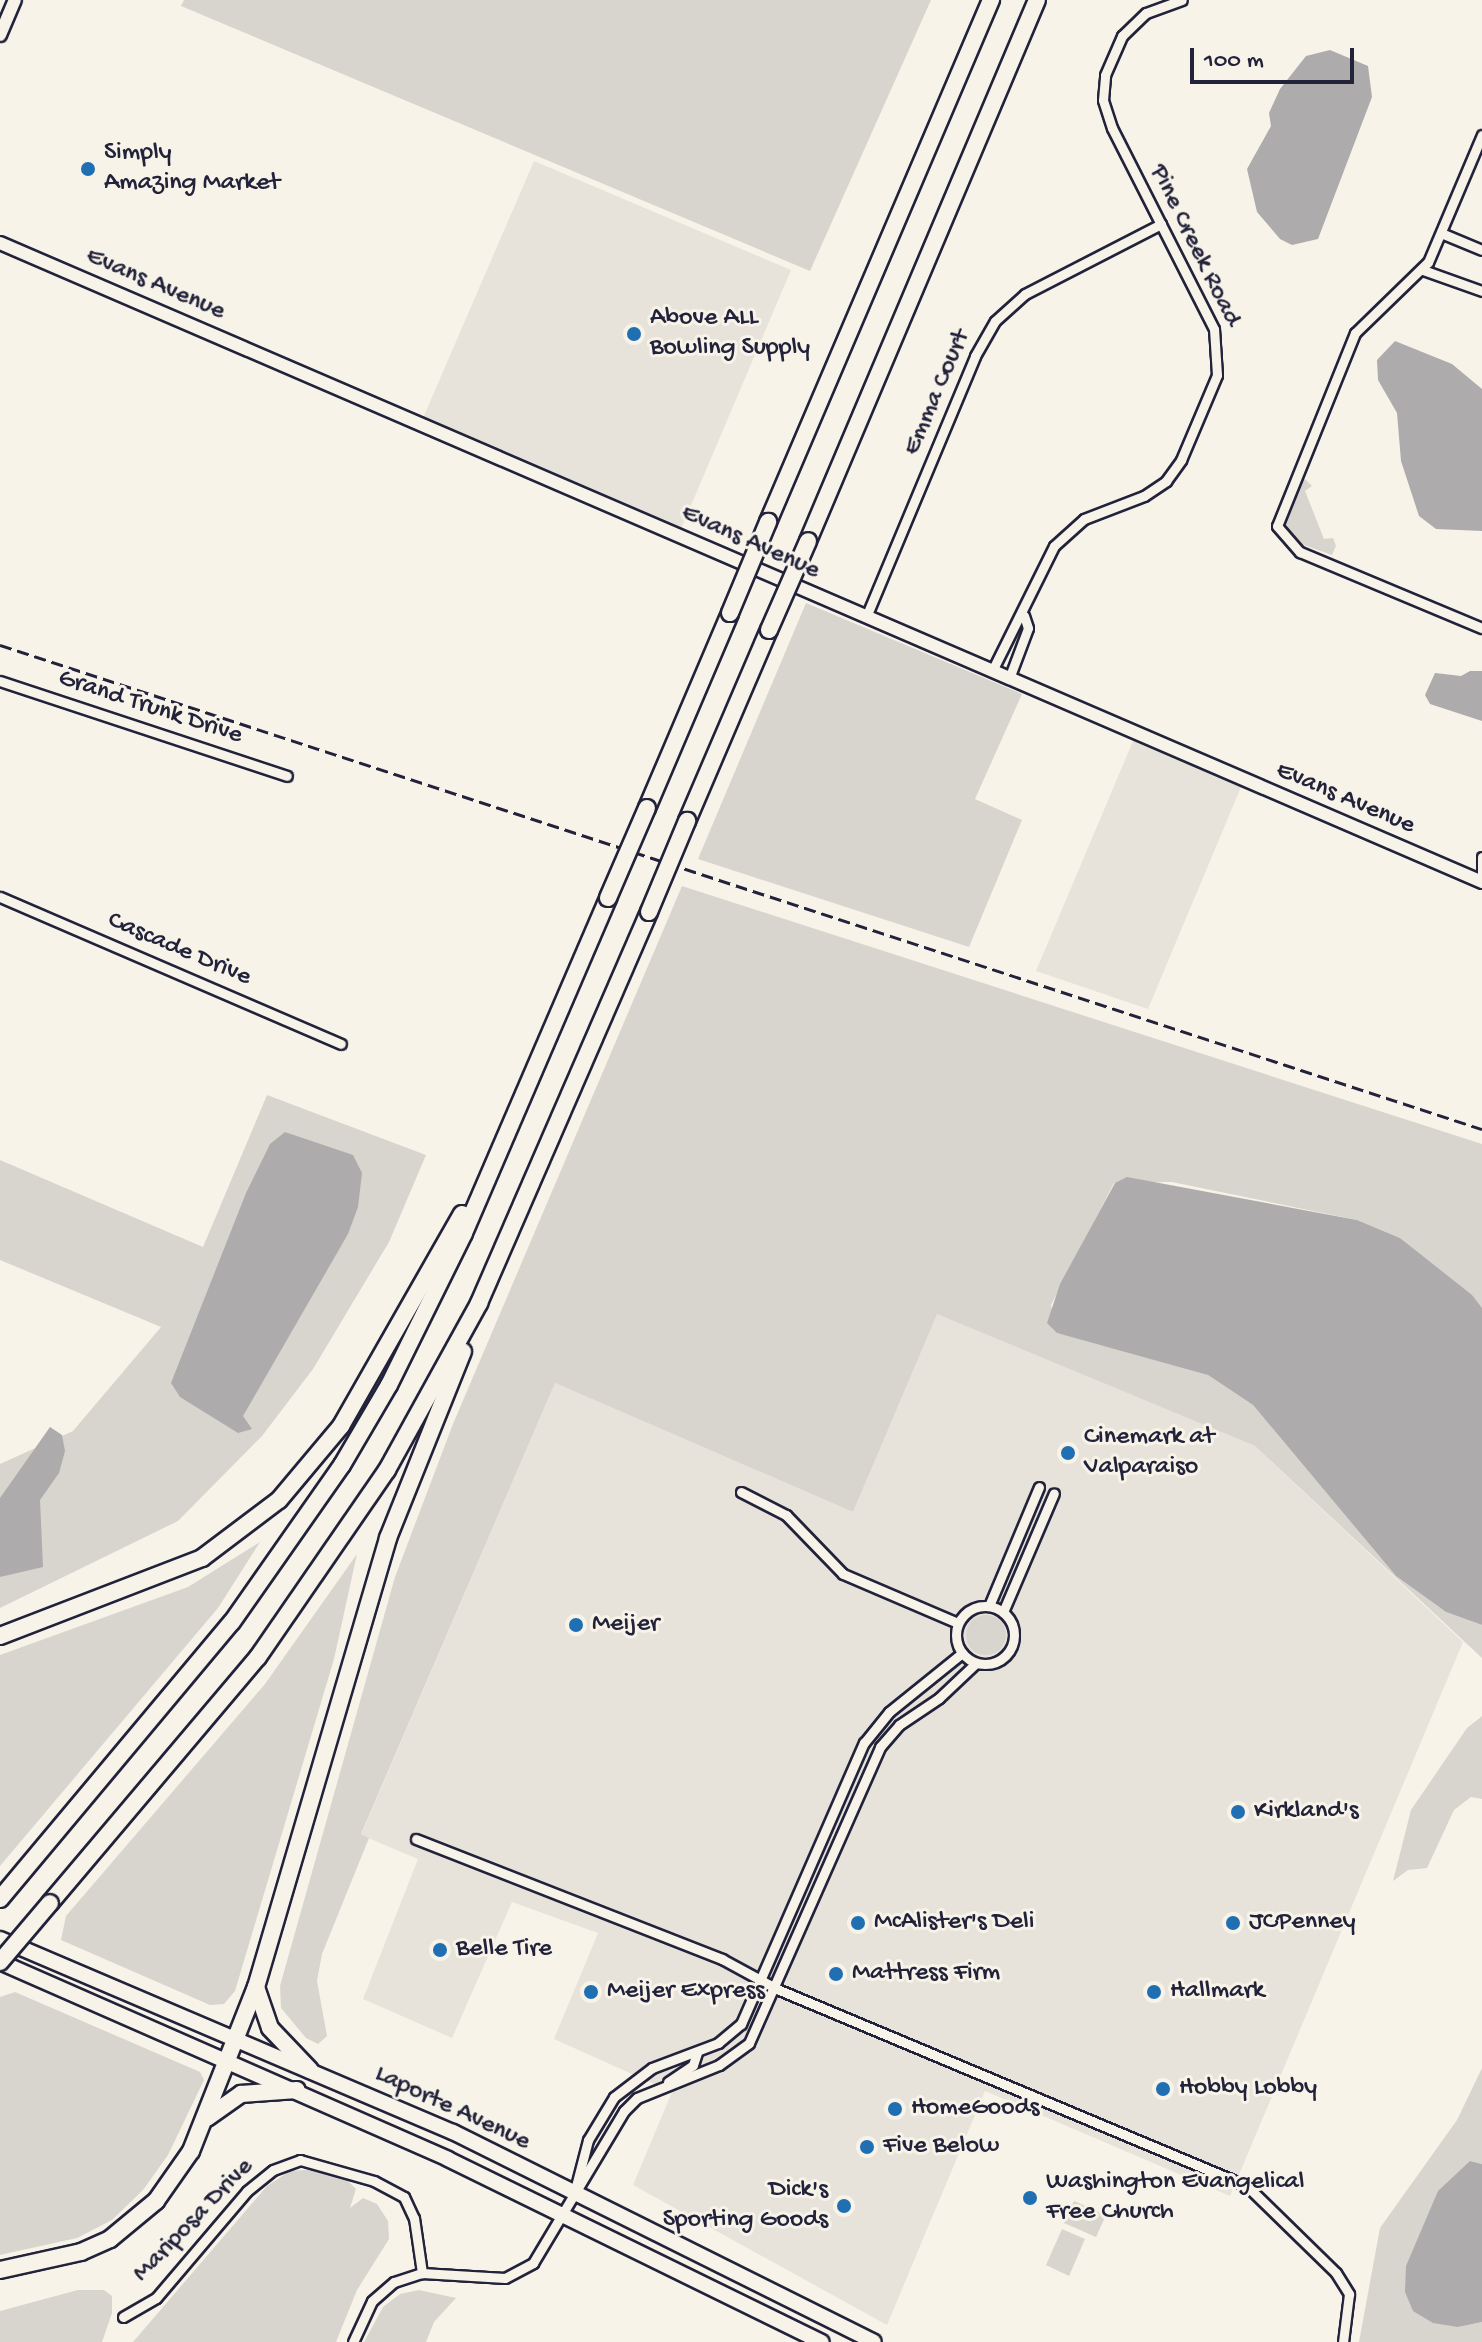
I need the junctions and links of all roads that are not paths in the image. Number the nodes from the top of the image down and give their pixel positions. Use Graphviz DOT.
graph roads {
  1 [pos="15,0"];
  2 [pos="991,0"];
  3 [pos="1037,0"];
  4 [pos="1182,0"];
  5 [pos="0,35"];
  6 [pos="1482,135"];
  7 [pos="1161,224"];
  8 [pos="1441,233"];
  9 [pos="0,243"];
  10 [pos="1482,250"];
  11 [pos="1423,270"];
  12 [pos="1482,291"];
  13 [pos="1024,616"];
  14 [pos="866,617"];
  15 [pos="1482,628"];
  16 [pos="993,669"];
  17 [pos="1010,676"];
  18 [pos="0,681"];
  19 [pos="287,776"];
  20 [pos="1482,857"];
  21 [pos="1482,873"];
  22 [pos="1482,882"];
  23 [pos="0,897"];
  24 [pos="341,1044"];
  25 [pos="500,1151"];
  26 [pos="479,1303"];
  27 [pos="1039,1487"];
  28 [pos="741,1492"];
  29 [pos="1054,1493"];
  30 [pos="989,1606"];
  31 [pos="1003,1612"];
  32 [pos="958,1623"];
  33 [pos="0,1636"];
  34 [pos="962,1653"];
  35 [pos="976,1663"];
  36 [pos="416,1839"];
  37 [pos="5,1893"];
  38 [pos="0,1939"];
  39 [pos="0,1962"];
  40 [pos="762,1982"];
  41 [pos="256,1987"];
  42 [pos="777,1989"];
  43 [pos="237,2039"];
  44 [pos="697,2053"];
  45 [pos="229,2059"];
  46 [pos="310,2070"];
  47 [pos="662,2087"];
  48 [pos="297,2090"];
  49 [pos="206,2119"];
  50 [pos="573,2195"];
  51 [pos="562,2216"];
  52 [pos="0,2270"];
  53 [pos="422,2273"];
  54 [pos="123,2317"];
  55 [pos="353,2342"];
  56 [pos="822,2342"];
  57 [pos="874,2342"];
  58 [pos="1343,2342"];
  1 -- 5 [label="street"];
  2 -- 25 [label="highway, bridge"];
  3 -- 26 [label="highway, bridge"];
  4 -- 7 [label="street, Pine Creek Road"];
  6 -- 8 [label="street"];
  7 -- 13 [label="street, Pine Creek Road"];
  7 -- 14 [label="street, Emma Court"];
  8 -- 10 [label="street"];
  8 -- 11 [label="street"];
  9 -- 14 [label="street, Evans Avenue"];
  11 -- 12 [label="street"];
  11 -- 15 [label="street"];
  13 -- 16 [label="street, Pine Creek Road"];
  13 -- 17 [label="street, Pine Creek Road"];
  14 -- 16 [label="street, Evans Avenue"];
  16 -- 17 [label="street, Evans Avenue"];
  17 -- 22 [label="street, Evans Avenue"];
  18 -- 19 [label="street, Grand Trunk Drive"];
  20 -- 21 [label="street"];
  23 -- 24 [label="street, Cascade Drive"];
  25 -- 33 [label="highway"];
  25 -- 37 [label="highway"];
  26 -- 39 [label="highway, bridge"];
  26 -- 41 [label="highway"];
  27 -- 30 [label="street"];
  28 -- 32 [label="street"];
  29 -- 31 [label="street"];
  30 -- 31 [label="street"];
  30 -- 32 [label="street"];
  31 -- 35 [label="street"];
  32 -- 34 [label="street"];
  34 -- 35 [label="street"];
  34 -- 40 [label="street"];
  35 -- 42 [label="street"];
  36 -- 40 [label="street"];
  38 -- 43 [label="main road, Laporte Avenue"];
  39 -- 45 [label="main road, Laporte Avenue"];
  40 -- 42 [label="street"];
  40 -- 44 [label="street"];
  41 -- 43 [label="highway"];
  41 -- 46 [label="highway"];
  42 -- 47 [label="street"];
  42 -- 58 [label="street"];
  43 -- 45 [label="highway"];
  43 -- 46 [label="main road, Laporte Avenue"];
  44 -- 47 [label="street"];
  44 -- 50 [label="street"];
  45 -- 48 [label="main road, Laporte Avenue"];
  45 -- 49 [label="highway"];
  46 -- 50 [label="main road, Laporte Avenue"];
  47 -- 50 [label="street"];
  48 -- 49 [label="highway"];
  48 -- 51 [label="main road, Laporte Avenue"];
  49 -- 52 [label="highway"];
  50 -- 51 [label="street"];
  50 -- 57 [label="main road, Laporte Avenue"];
  51 -- 53 [label="street"];
  51 -- 56 [label="main road, Laporte Avenue"];
  53 -- 54 [label="street, Mariposa Drive"];
  53 -- 55 [label="street"];
}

● ● ●

**WORK INSTRUCTIONS**:
Write all the entries again word for word, minus the pictures.

**REPLY**:
I need the junctions and links of all roads that are not paths in the image. Number the nodes from the top of the image down and give their pixel positions. Use Graphviz DOT.
graph roads {
  1 [pos="15,0"];
  2 [pos="991,0"];
  3 [pos="1037,0"];
  4 [pos="1182,0"];
  5 [pos="0,35"];
  6 [pos="1482,135"];
  7 [pos="1161,224"];
  8 [pos="1441,233"];
  9 [pos="0,243"];
  10 [pos="1482,250"];
  11 [pos="1423,270"];
  12 [pos="1482,291"];
  13 [pos="1024,616"];
  14 [pos="866,617"];
  15 [pos="1482,628"];
  16 [pos="993,669"];
  17 [pos="1010,676"];
  18 [pos="0,681"];
  19 [pos="287,776"];
  20 [pos="1482,857"];
  21 [pos="1482,873"];
  22 [pos="1482,882"];
  23 [pos="0,897"];
  24 [pos="341,1044"];
  25 [pos="500,1151"];
  26 [pos="479,1303"];
  27 [pos="1039,1487"];
  28 [pos="741,1492"];
  29 [pos="1054,1493"];
  30 [pos="989,1606"];
  31 [pos="1003,1612"];
  32 [pos="958,1623"];
  33 [pos="0,1636"];
  34 [pos="962,1653"];
  35 [pos="976,1663"];
  36 [pos="416,1839"];
  37 [pos="5,1893"];
  38 [pos="0,1939"];
  39 [pos="0,1962"];
  40 [pos="762,1982"];
  41 [pos="256,1987"];
  42 [pos="777,1989"];
  43 [pos="237,2039"];
  44 [pos="697,2053"];
  45 [pos="229,2059"];
  46 [pos="310,2070"];
  47 [pos="662,2087"];
  48 [pos="297,2090"];
  49 [pos="206,2119"];
  50 [pos="573,2195"];
  51 [pos="562,2216"];
  52 [pos="0,2270"];
  53 [pos="422,2273"];
  54 [pos="123,2317"];
  55 [pos="353,2342"];
  56 [pos="822,2342"];
  57 [pos="874,2342"];
  58 [pos="1343,2342"];
  1 -- 5 [label="street"];
  2 -- 25 [label="highway, bridge"];
  3 -- 26 [label="highway, bridge"];
  4 -- 7 [label="street, Pine Creek Road"];
  6 -- 8 [label="street"];
  7 -- 13 [label="street, Pine Creek Road"];
  7 -- 14 [label="street, Emma Court"];
  8 -- 10 [label="street"];
  8 -- 11 [label="street"];
  9 -- 14 [label="street, Evans Avenue"];
  11 -- 12 [label="street"];
  11 -- 15 [label="street"];
  13 -- 16 [label="street, Pine Creek Road"];
  13 -- 17 [label="street, Pine Creek Road"];
  14 -- 16 [label="street, Evans Avenue"];
  16 -- 17 [label="street, Evans Avenue"];
  17 -- 22 [label="street, Evans Avenue"];
  18 -- 19 [label="street, Grand Trunk Drive"];
  20 -- 21 [label="street"];
  23 -- 24 [label="street, Cascade Drive"];
  25 -- 33 [label="highway"];
  25 -- 37 [label="highway"];
  26 -- 39 [label="highway, bridge"];
  26 -- 41 [label="highway"];
  27 -- 30 [label="street"];
  28 -- 32 [label="street"];
  29 -- 31 [label="street"];
  30 -- 31 [label="street"];
  30 -- 32 [label="street"];
  31 -- 35 [label="street"];
  32 -- 34 [label="street"];
  34 -- 35 [label="street"];
  34 -- 40 [label="street"];
  35 -- 42 [label="street"];
  36 -- 40 [label="street"];
  38 -- 43 [label="main road, Laporte Avenue"];
  39 -- 45 [label="main road, Laporte Avenue"];
  40 -- 42 [label="street"];
  40 -- 44 [label="street"];
  41 -- 43 [label="highway"];
  41 -- 46 [label="highway"];
  42 -- 47 [label="street"];
  42 -- 58 [label="street"];
  43 -- 45 [label="highway"];
  43 -- 46 [label="main road, Laporte Avenue"];
  44 -- 47 [label="street"];
  44 -- 50 [label="street"];
  45 -- 48 [label="main road, Laporte Avenue"];
  45 -- 49 [label="highway"];
  46 -- 50 [label="main road, Laporte Avenue"];
  47 -- 50 [label="street"];
  48 -- 49 [label="highway"];
  48 -- 51 [label="main road, Laporte Avenue"];
  49 -- 52 [label="highway"];
  50 -- 51 [label="street"];
  50 -- 57 [label="main road, Laporte Avenue"];
  51 -- 53 [label="street"];
  51 -- 56 [label="main road, Laporte Avenue"];
  53 -- 54 [label="street, Mariposa Drive"];
  53 -- 55 [label="street"];
}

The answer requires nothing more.